Bankalar, Hükümet ve özel sektörden gelen, son dönemde yine artan, ağır suçlamalara karşı yumuşak tavır gösteriyor.
Bankacıların ortak görüşü, böylesi bir dönemde en uygun davranışın bu olduğu yönünde.
Dün Bankalar Birliği Başkanı (TBB) aynı zamanda Ziraat Bankası Genel Müdürü Hüseyin Aydın’ın açıklamalarını okuyunca, bu tavrı açıkca hissettim. Şahsen ben de bir kamu bankası genel müdürünün sektörü temsil etmesine soğuk bakmıştım ama bu dönemde böyle bir formülün daha geçerli olduğunu görüyorum. Bankacıların da bu görüşte olduğunu biliyorum. Bu kanının oluşmasında Aydın’ın teknisyen ve uzlaşmacı kişiliğinin katkısı açık. Çünkü bir yandan bankaların ortak sorunları, yumuşak bir tonda da olsa, yönetime ve kamuoyuna yansıtılıyor. Öte yandan Hükümetin talepleri karşı tarafa, yine yumuşak tonda iletiliyor. Bu da çok sert geçebilecek böyle bir dönemde, havanın yumuşayıp, sonuç alınmasını sağlıyor.
Buna rağmen Hükümetin ve bazı bakanların bankalara karşı tutumunun hala yadırgatıcı hatta orta ve uzun dönemde bankaları dolayısıyla ekonomiyi tehlikeye atacak boyutta olduğunu da söylemem gerekiyor. Bu konuda Başbakan Yardımcısı Nurettin Canikli’nin, beklediğimden daha anlayışlı ve karşı tarafı anlamaya dönük bir tavır sergilediğini de söylemem gerek.
30 yılı aşkın süredir Ankara’da ekonomiyi izlerken, bankalar ile yönetimler arasındaki çekişmeleri ve uzlaşmaları da yakından gözlemledim. Açıkca söylemem gerekir ki; Hükümetler TÜSİAD’a ve bankalara vurmaktan hiç kaçınmazlar. Çünkü; sanıyorum sonuçlarını da ölçttükleri için, bu kesimlere vurdukça halktan aldıkları desteğin arttığını görürler. Kısacası; bankalara ve TÜSİAD’a çatmak bir popülizm aracıdır. Ancak sürekli olarak, bu kesimlere vurmanın hazzına kapılır, işin dozu kaçarsa, ekonomik istikrarı tehlikeye atacaklarını görmeleri lazım. Halk bu yıpratmanın sonucu bankaların zora girdiğini belki görmez ama politikacılar ekonomik istikrar kaybolduğunda halkın kendilerine seçim sandığında tepkisini göstereceğini unutmamalı. Bunun örneklerini çok yaşadık...

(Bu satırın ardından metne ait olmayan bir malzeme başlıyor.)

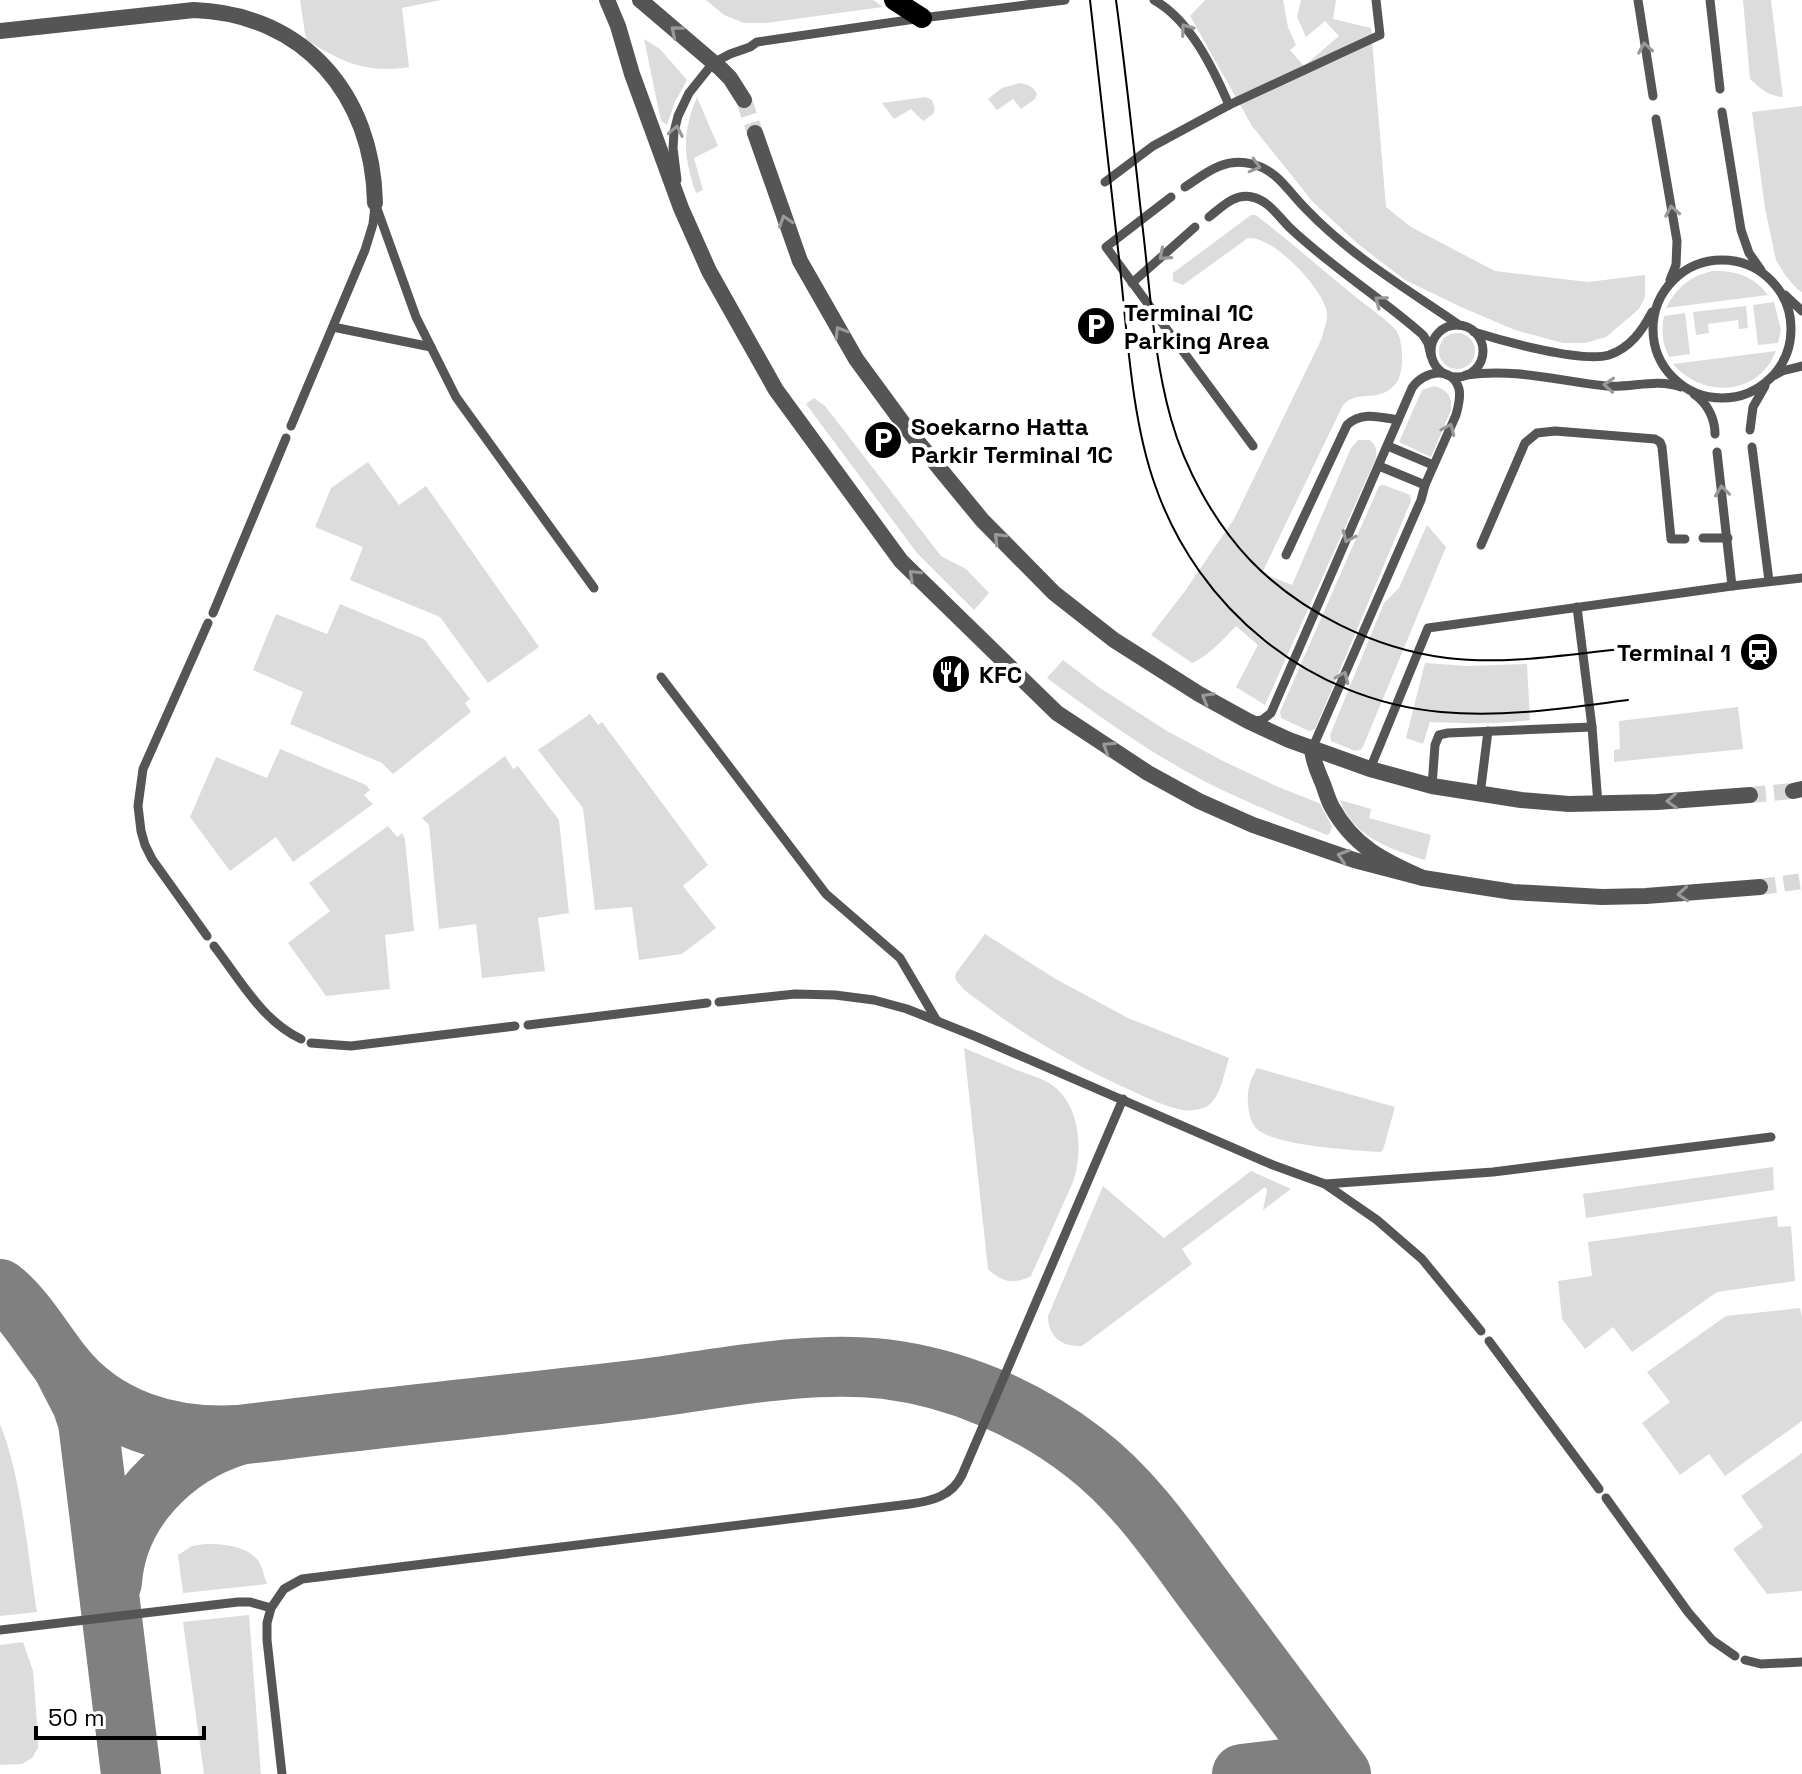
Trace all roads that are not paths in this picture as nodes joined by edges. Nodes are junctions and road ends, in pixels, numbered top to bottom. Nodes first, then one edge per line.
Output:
1 (607, 0) edge
2 (640, 0) edge
3 (894, 0) edge
4 (1065, 0) edge
5 (1154, 0) edge
6 (1376, 0) edge
7 (1638, 0) edge
8 (1710, 0) edge
9 (922, 18) junction
10 (0, 31) edge
11 (713, 63) junction
12 (1720, 89) dead end
13 (1653, 96) dead end
14 (744, 100) tunnel mouth
15 (1229, 105) junction
16 (1722, 112) dead end
17 (1656, 119) dead end
18 (755, 133) tunnel mouth
19 (1105, 182) dead end
20 (1185, 187) dead end
21 (1171, 197) dead end
22 (375, 203) junction
23 (681, 208) junction
24 (1209, 217) dead end
25 (1195, 227) dead end
26 (1764, 274) junction
27 (1132, 283) junction
28 (1666, 286) junction
29 (1779, 290) junction
30 (1656, 306) junction
31 (1802, 311) edge
32 (1459, 325) junction
33 (333, 327) junction
34 (1474, 332) junction
35 (431, 347) junction
36 (1431, 356) junction
37 (1802, 366) edge
38 (1446, 375) junction
39 (1466, 375) junction
40 (1772, 377) junction
41 (1686, 388) junction
42 (1398, 420) junction
43 (291, 426) dead end
44 (1750, 430) dead end
45 (1715, 434) dead end
46 (286, 438) dead end
47 (1253, 446) dead end
48 (1388, 446) junction
49 (1752, 447) dead end
50 (1717, 452) dead end
51 (1433, 465) junction
52 (1379, 466) junction
53 (1425, 485) junction
54 (1703, 538) dead end
55 (1728, 538) junction
56 (1685, 539) dead end
57 (1481, 545) dead end
58 (1286, 555) dead end
59 (1802, 578) edge
60 (1769, 581) junction
61 (1732, 586) junction
62 (594, 588) dead end
63 (1577, 607) junction
64 (213, 613) dead end
65 (208, 623) dead end
66 (661, 677) dead end
67 (1248, 721) junction
68 (1592, 727) junction
69 (1488, 731) junction
70 (1312, 749) junction
71 (1370, 769) junction
72 (1432, 786) junction
73 (1480, 795) junction
74 (1750, 795) tunnel mouth
75 (1598, 804) junction
76 (1423, 878) junction
77 (1760, 887) tunnel mouth
78 (207, 936) dead end
79 (214, 946) dead end
80 (719, 1002) dead end
81 (707, 1003) dead end
82 (937, 1021) junction
83 (528, 1025) dead end
84 (515, 1026) dead end
85 (1123, 1099) junction
86 (1771, 1137) dead end
87 (1325, 1184) junction
88 (1481, 1331) dead end
89 (1489, 1341) dead end
90 (1599, 1489) dead end
91 (1606, 1498) dead end
92 (271, 1608) junction
93 (0, 1630) edge
94 (1802, 1662) edge
95 (282, 1774) edge

1 - 23 street
11 -> 2 street
3 - 9 main road
4 - 9 lane
15 -> 5 lane
6 - 15 lane
13 -> 7 lane
8 - 12 lane
9 - 11 lane
10 - 22 street
11 - 14 street
23 -> 11 lane
15 - 19 lane
16 - 26 lane
28 -> 17 lane
67 -> 18 street
20 -> 32 lane
21 - 27 lane
22 - 33 lane
22 - 35 lane
76 -> 23 street
36 -> 24 lane
25 -> 27 lane
26 - 28 lane
26 - 29 lane
27 - 47 lane
28 - 30 lane
29 - 31 lane
29 - 40 lane
30 - 34 lane
30 - 41 lane
32 - 34 lane
32 - 36 lane
33 - 35 lane
33 - 43 lane
34 - 39 lane
35 - 62 lane
36 - 38 lane
37 - 40 lane
38 - 39 lane
38 - 42 lane
51 -> 38 lane
41 -> 39 lane
40 - 41 lane
40 - 44 lane
41 - 45 lane
42 - 48 lane
42 - 58 lane
46 - 64 lane
48 - 51 lane
48 - 52 lane
49 - 60 lane
55 -> 50 lane
51 - 53 lane
52 - 53 lane
52 -> 67 lane
70 -> 53 lane
54 - 55 lane
55 - 61 lane
56 - 57 lane
59 - 60 lane
60 - 61 lane
61 - 63 lane
63 - 68 lane
63 - 71 lane
65 - 78 lane
66 - 82 lane
67 - 70 street
68 - 69 lane
68 - 75 lane
69 - 72 lane
69 - 73 lane
70 - 71 street
70 - 76 street
71 - 72 street
72 - 73 street
73 - 75 street
74 -> 75 street
77 -> 76 street
79 - 84 lane
80 - 82 lane
81 - 83 lane
82 - 85 lane
85 - 87 lane
85 - 92 lane
86 - 87 lane
87 - 88 lane
89 - 90 lane
91 - 94 lane
92 - 93 lane
92 - 95 lane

BANKALAR DA BÜYÜME İSTİYOR
Bu arada bankalar ne yapıyorlarsa iyi yapıyorlar ya da hata yapmıyorlar demek de mümkün değil. Elbette sektör hataları var, bazı bankalarda daha da fazla var. Bankalar hala yüksek karlar elde etmeleri tepki çekiyor. Ancak şurasını unutmayalım; eğer diğer işletme sahipleri bu kadar yüksek sermaye koyup banka sahibi olsalardı, yöneticilerinden daha fazla kar istemeyecekler miydi? Yerli yabancı sermaye sahipleri zaten bu iş için yani yüksek kar için bu fazla sermaye gereken, riskli bu sektörlere girmiyorlar mı?
Hüseyin Aydın dün İstanbul Ticaret Odası mensupları ile karşılıklı ilişkilerin tartışıldığı toplantıda gazetecilerin sorularını yanıtlamış; bankaların büyümesinin reel sektörün büyümesine bağlı olduğunu hatırlatmış. Aydın, aynı zamanda reel sektöre açtıkları kredilerin yüzde 25’inin KOBİ’lere verildiğini, topladıkları mevduattan daha fazla kredi verdiklerini de hatırlatmış. Bunun aynı zamanda bilançonun iki tarafını da yönetme anlamına geldiğini hatırlatmış.
Haklı olarak bankaların yıpratılmasından yakınmış... Özetle; bankalar da kredi vermek ister ve verdiler, veriyorlar. Ancak artık yabancı sermaye girişi kısıtlandı, büyüme oranları düştüğü için bazı firmalar zora giriyor o nedenle de şimdi daha sağlam olan bireysel kredilere yöneliyorlar.
Hükümet bankalara çatmak yerine, bankaların davranışını belirleyen ekonomik sorunları çözerse, zaten bankalar kendileri kredi vermek isterler. Bu çağda, ekonomi yönetimi dediğimiz de zaten bu.